We would soon learn that the shagbark hickory is not born with shag in its bark; but grows into it. It is the story of age as paring knife, bark as shed skin.
II. I let my first whitehead ripen until my mother snipped pus fruit off the vine with flesh between pinched fingers, a pop.
This is how rite became passage of time, and how I could not help but pick and poke and prod and pop each bump, raze what was raised into submission, into scar.
Dermatillomania | Via Lamberti
Keep squeezing after all the pus is out, just to be sure, or just so that a steady drip of blood may follow. Two birds, smooth your face and yourself, one faucet running red.
III. There is a beetle in my sink. It scuttles out of the drain so rapidly I can imagine the ratatattat of legs on porcelain. The urgency of an ugly thing.
We know each other, beetle and I, beetle who could crawl into an oversized pore and shimmy under my skin, hatch eggs in my cheek and excrete itself in pus. An ugliness that can spiral back down the drain.

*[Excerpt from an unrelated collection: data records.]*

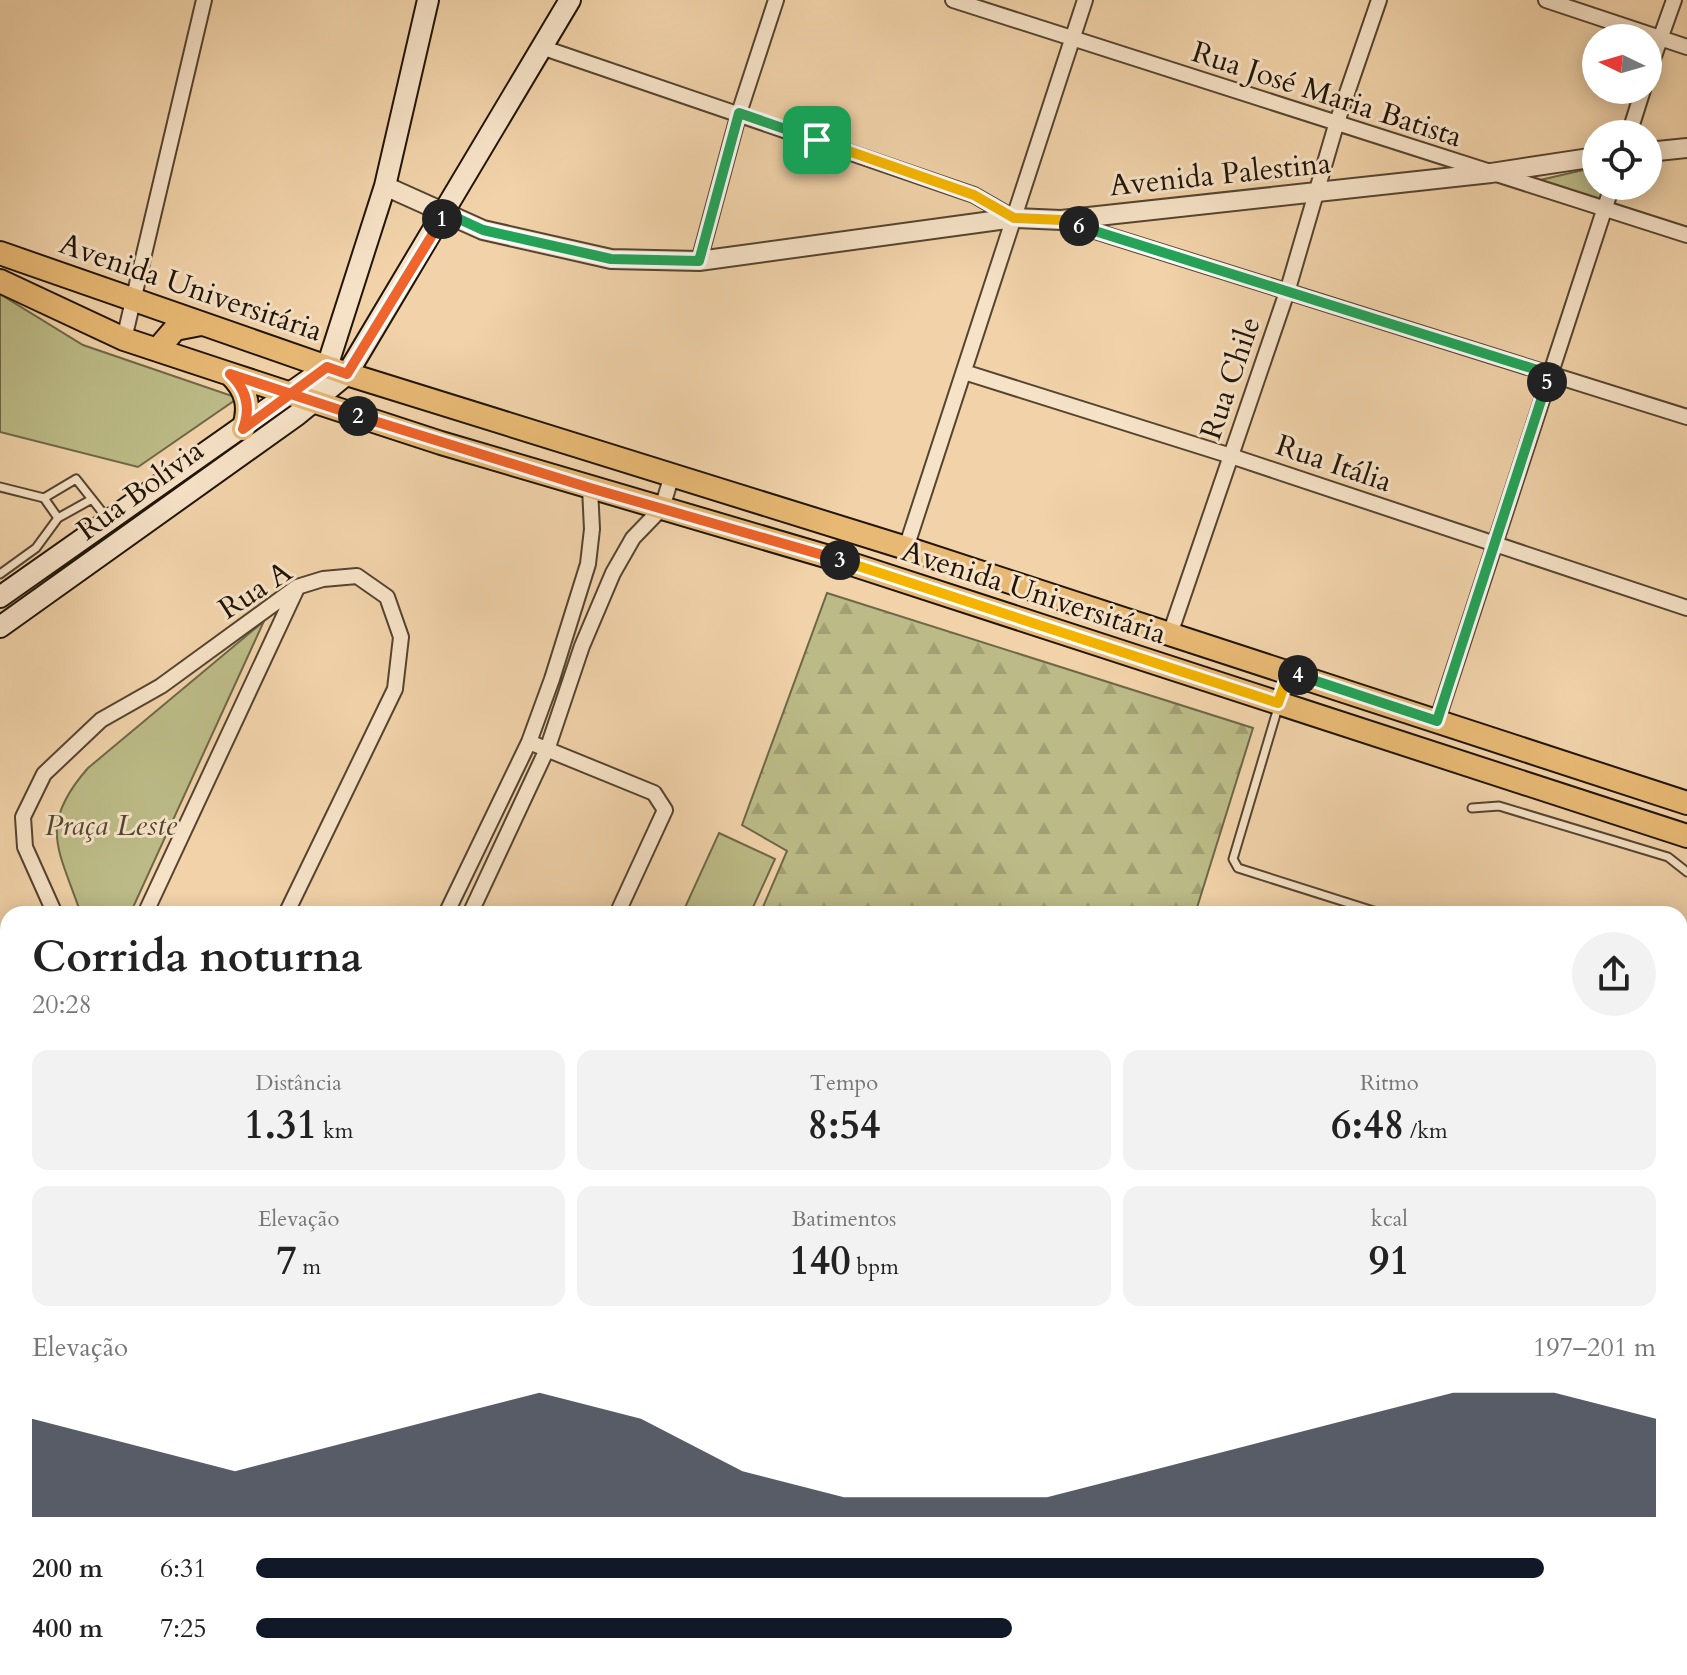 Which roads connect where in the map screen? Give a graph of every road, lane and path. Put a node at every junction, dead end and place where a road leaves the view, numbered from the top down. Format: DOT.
graph roads {
  1 [pos="204,0"];
  2 [pos="428,0"];
  3 [pos="570,0"];
  4 [pos="776,0"];
  5 [pos="953,0"];
  6 [pos="1085,0"];
  7 [pos="1379,0"];
  8 [pos="1546,0"];
  9 [pos="1674,0"];
  10 [pos="1618,24"];
  11 [pos="1662,33"];
  12 [pos="1072,39"];
  13 [pos="1662,39"];
  14 [pos="1687,47"];
  15 [pos="544,48"];
  16 [pos="739,113"];
  17 [pos="1336,125"];
  18 [pos="1687,148"];
  19 [pos="1662,151"];
  20 [pos="1582,159"];
  21 [pos="1491,173"];
  22 [pos="385,186"];
  23 [pos="1318,191"];
  24 [pos="1608,200"];
  25 [pos="1606,206"];
  26 [pos="446,213"];
  27 [pos="1014,218"];
  28 [pos="1061,220"];
  29 [pos="1687,235"];
  30 [pos="0,253"];
  31 [pos="699,261"];
  32 [pos="0,281"];
  33 [pos="1288,289"];
  34 [pos="136,300"];
  35 [pos="202,324"];
  36 [pos="124,339"];
  37 [pos="157,350"];
  38 [pos="337,370"];
  39 [pos="964,372"];
  40 [pos="230,374"];
  41 [pos="1550,374"];
  42 [pos="291,394"];
  43 [pos="314,402"];
  44 [pos="454,406"];
  45 [pos="1687,417"];
  46 [pos="243,429"];
  47 [pos="441,443"];
  48 [pos="1231,456"];
  49 [pos="672,475"];
  50 [pos="0,487"];
  51 [pos="590,488"];
  52 [pos="728,492"];
  53 [pos="44,498"];
  54 [pos="92,499"];
  55 [pos="662,508"];
  56 [pos="58,518"];
  57 [pos="109,520"];
  58 [pos="718,524"];
  59 [pos="1494,545"];
  60 [pos="906,548"];
  61 [pos="588,564"];
  62 [pos="613,573"];
  63 [pos="0,574"];
  64 [pos="297,587"];
  65 [pos="0,597"];
  66 [pos="1687,608"];
  67 [pos="0,627"];
  68 [pos="1170,634"];
  69 [pos="564,638"];
  70 [pos="582,646"];
  71 [pos="1289,672"];
  72 [pos="552,679"];
  73 [pos="568,685"];
  74 [pos="1278,703"];
  75 [pos="1437,721"];
  76 [pos="529,742"];
  77 [pos="548,747"];
  78 [pos="1687,803"];
  79 [pos="1472,808"];
  80 [pos="1687,836"];
  81 [pos="1687,872"];
  82 [pos="51,906"];
  83 [pos="149,906"];
  84 [pos="290,906"];
  85 [pos="450,906"];
  86 [pos="474,906"];
  87 [pos="621,906"];
  88 [pos="1356,906"];
  1 -- 34 [label="street"];
  2 -- 22 [label="main road"];
  3 -- 15 [label="main road"];
  4 -- 16 [label="street"];
  5 -- 12 [label="street, Rua José Maria Batista"];
  6 -- 12 [label="street"];
  7 -- 17 [label="street, Rua Chile"];
  8 -- 10 [label="street"];
  9 -- 11 [label="street"];
  12 -- 17 [label="street, Rua José Maria Batista"];
  12 -- 27 [label="street"];
  13 -- 14 [label="street"];
  15 -- 16 [label="street"];
  15 -- 26 [label="main road"];
  16 -- 27 [label="street"];
  16 -- 31 [label="street"];
  17 -- 21 [label="street, Rua José Maria Batista"];
  17 -- 23 [label="street, Rua Chile"];
  18 -- 19 [label="street"];
  20 -- 21 [label="street, Avenida Palestina"];
  21 -- 23 [label="street, Avenida Palestina"];
  21 -- 25 [label="street, Rua José Maria Batista"];
  22 -- 26 [label="street, Avenida Palestina"];
  22 -- 38 [label="main road"];
  23 -- 28 [label="street, Avenida Palestina"];
  23 -- 33 [label="street, Rua Chile"];
  24 -- 25 [label="street"];
  25 -- 29 [label="street, Rua José Maria Batista"];
  25 -- 41 [label="street"];
  26 -- 31 [label="street, Avenida Palestina"];
  26 -- 38 [label="main road"];
  27 -- 28 [label="street, Avenida Palestina"];
  27 -- 31 [label="street, Avenida Palestina"];
  27 -- 39 [label="street"];
  28 -- 33 [label="street"];
  30 -- 34 [label="main road, Avenida Universitária"];
  32 -- 36 [label="main road, Avenida Universitária"];
  33 -- 41 [label="street"];
  33 -- 48 [label="street, Rua Chile"];
  34 -- 35 [label="main road, Avenida Universitária"];
  34 -- 36 [label="street"];
  35 -- 37 [label="main road"];
  35 -- 38 [label="main road, Avenida Universitária"];
  36 -- 37 [label="main road, Avenida Universitária"];
  37 -- 40 [label="main road, Avenida Universitária"];
  38 -- 42 [label="main road, Rua Bolívia"];
  38 -- 43 [label="main road, Rua Bolívia"];
  38 -- 44 [label="main road, Avenida Universitária"];
  39 -- 48 [label="street, Rua Itália"];
  39 -- 60 [label="street"];
  40 -- 42 [label="main road, Avenida Universitária"];
  40 -- 46 [label="main road"];
  41 -- 45 [label="street"];
  41 -- 59 [label="street"];
  42 -- 43 [label="main road, Avenida Universitária"];
  42 -- 46 [label="main road, Rua Bolívia"];
  43 -- 47 [label="main road, Avenida Universitária"];
  43 -- 67 [label="main road, Rua Bolívia"];
  44 -- 47 [label="main road"];
  44 -- 49 [label="main road, Avenida Universitária"];
  46 -- 57 [label="main road, Rua Bolívia"];
  47 -- 51 [label="main road, Avenida Universitária"];
  48 -- 59 [label="street, Rua Itália"];
  48 -- 68 [label="street, Rua Chile"];
  49 -- 52 [label="main road, Avenida Universitária"];
  49 -- 55 [label="street"];
  50 -- 53 [label="lane"];
  51 -- 55 [label="main road, Avenida Universitária"];
  51 -- 61 [label="street"];
  52 -- 58 [label="main road"];
  52 -- 60 [label="main road, Avenida Universitária"];
  53 -- 54 [label="lane"];
  53 -- 56 [label="lane"];
  54 -- 56 [label="lane"];
  54 -- 57 [label="lane"];
  55 -- 58 [label="main road, Avenida Universitária"];
  55 -- 62 [label="street"];
  56 -- 63 [label="lane"];
  57 -- 65 [label="main road, Rua Bolívia"];
  58 -- 74 [label="main road, Avenida Universitária"];
  59 -- 66 [label="street, Rua Itália"];
  59 -- 75 [label="street"];
  60 -- 68 [label="main road, Avenida Universitária"];
  61 -- 62 [label="street"];
  61 -- 69 [label="street"];
  62 -- 70 [label="street"];
  64 -- 82 [label="street, Rua A"];
  64 -- 83 [label="street"];
  64 -- 84 [label="street, Rua A"];
  68 -- 71 [label="main road, Avenida Universitária"];
  69 -- 70 [label="street"];
  69 -- 72 [label="street"];
  70 -- 73 [label="street"];
  71 -- 74 [label="lane"];
  71 -- 75 [label="main road, Avenida Universitária"];
  72 -- 73 [label="street"];
  72 -- 76 [label="street"];
  73 -- 77 [label="street"];
  74 -- 80 [label="main road, Avenida Universitária"];
  74 -- 88 [label="lane"];
  75 -- 78 [label="main road, Avenida Universitária"];
  76 -- 77 [label="street"];
  76 -- 85 [label="street"];
  77 -- 86 [label="street"];
  77 -- 87 [label="street"];
  79 -- 81 [label="lane"];
}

IV. When we moved in, my parents thought the tree in our backyard was dead or dying, and so peeling bark was tempting for idle hands to pry off. To leave a scar behind: a reddish-gray gash, a nakedness.
When Caliban looked in the glass did he too see Ham? Are there pimples on the cheeks of forests? The beetle living under my skin laughs at me. No, it says. And still they grow.